So, given connected spaces $X$ and $Y$, we start with an arbitrary continuous function $F: X \times Y \rightarrow \{0,1\}$ and we want to show it is constant. This will show that $X \times Y$ is connected by (1).

First, for a fixed $x \in X$, we can define $F_x: Y \rightarrow \{0,1\}$ by $F_x(y) = F(x,y)$.
This is the composition of the maps that sends $y$ to $(x,y)$ (for this fixed $x$) and $F$, and as both these maps are continuous, so is $F_x$, for every $x$. So, as this is a continuous function from $Y$ to $\{0,1\}$ and $Y$ is connected, every $F_x$ is constant, say all its values are $c_x \in \{0,1\}$.

Of course we haven't used the connectedness of $X$ yet, so we do the exact same thing fixing $y$: for every $y \in Y$, we define $F^y: X \rightarrow \{0,1\}$ by $F^y(x) = F(x,y)$. Again, this is a composition of the map sending $x$ to $(x,y)$ (for this fixed $y$) and $F$, so every $F^y$ is continuous from the connected $X$ to $\{0,1\}$ and so $F^y$ is constant with value $c'_y \in \{0,1\}$, say.

The claim now is that $F$ is constant: let $(a,b)$ and ($c,d)$ be any two points in $X \times Y$. Then we also consider the point $(a,d)$ and note that: $$F(a,b) = F_a(b) = c_a = F_a(d) = F(a,d) = F^d(a) = c'_d = F^d(c) = F(c,d)\mbox{,}$$

first using that $F_a$ is constant and then that $F^d$ is constant.
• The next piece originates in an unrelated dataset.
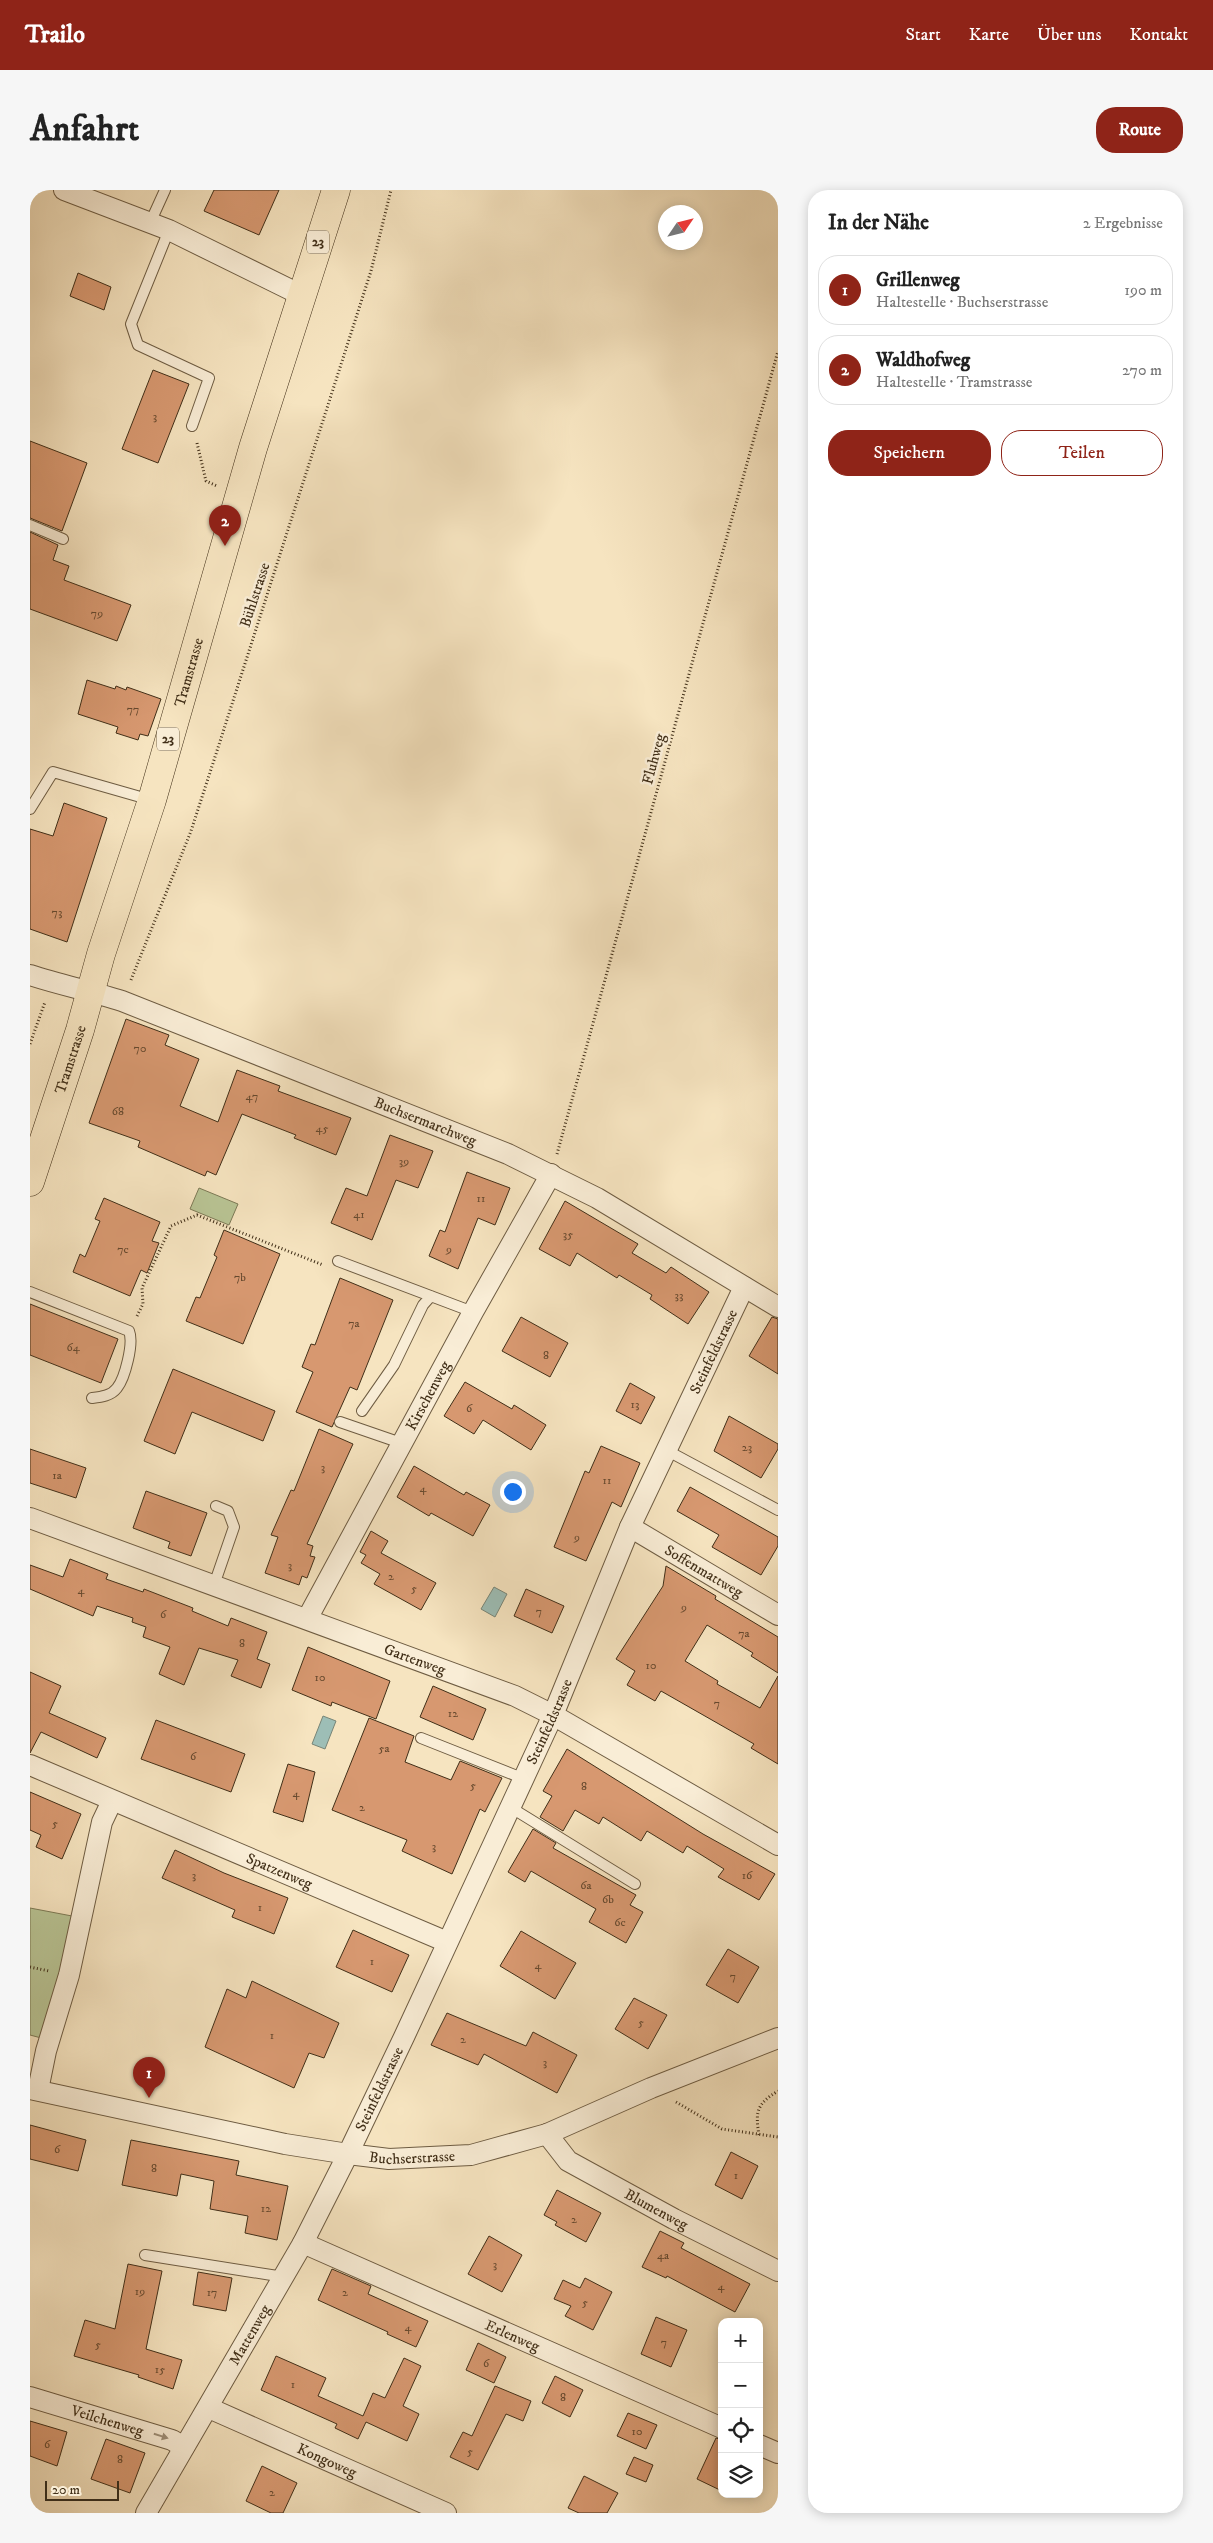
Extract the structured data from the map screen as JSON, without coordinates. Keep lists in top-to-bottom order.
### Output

We basically connect any 2 points via a third using a horizontal and a vertical "line" (here via $(a,d)$) and on every "line" $F$ remains constant, so $F$ is a constant function. This concludes the proof.

As a last note: the fact that a function $x \rightarrow (x,y)$, for fixed $y$, is continuous, is easy from the definitions: a basic neighbourhood of $(x,y)$ is of the form $U \times V$, $U$ open in $X$ containing $x$, $V$ open in $Y$ containing $y$, and its inverse image under this function is just $U$.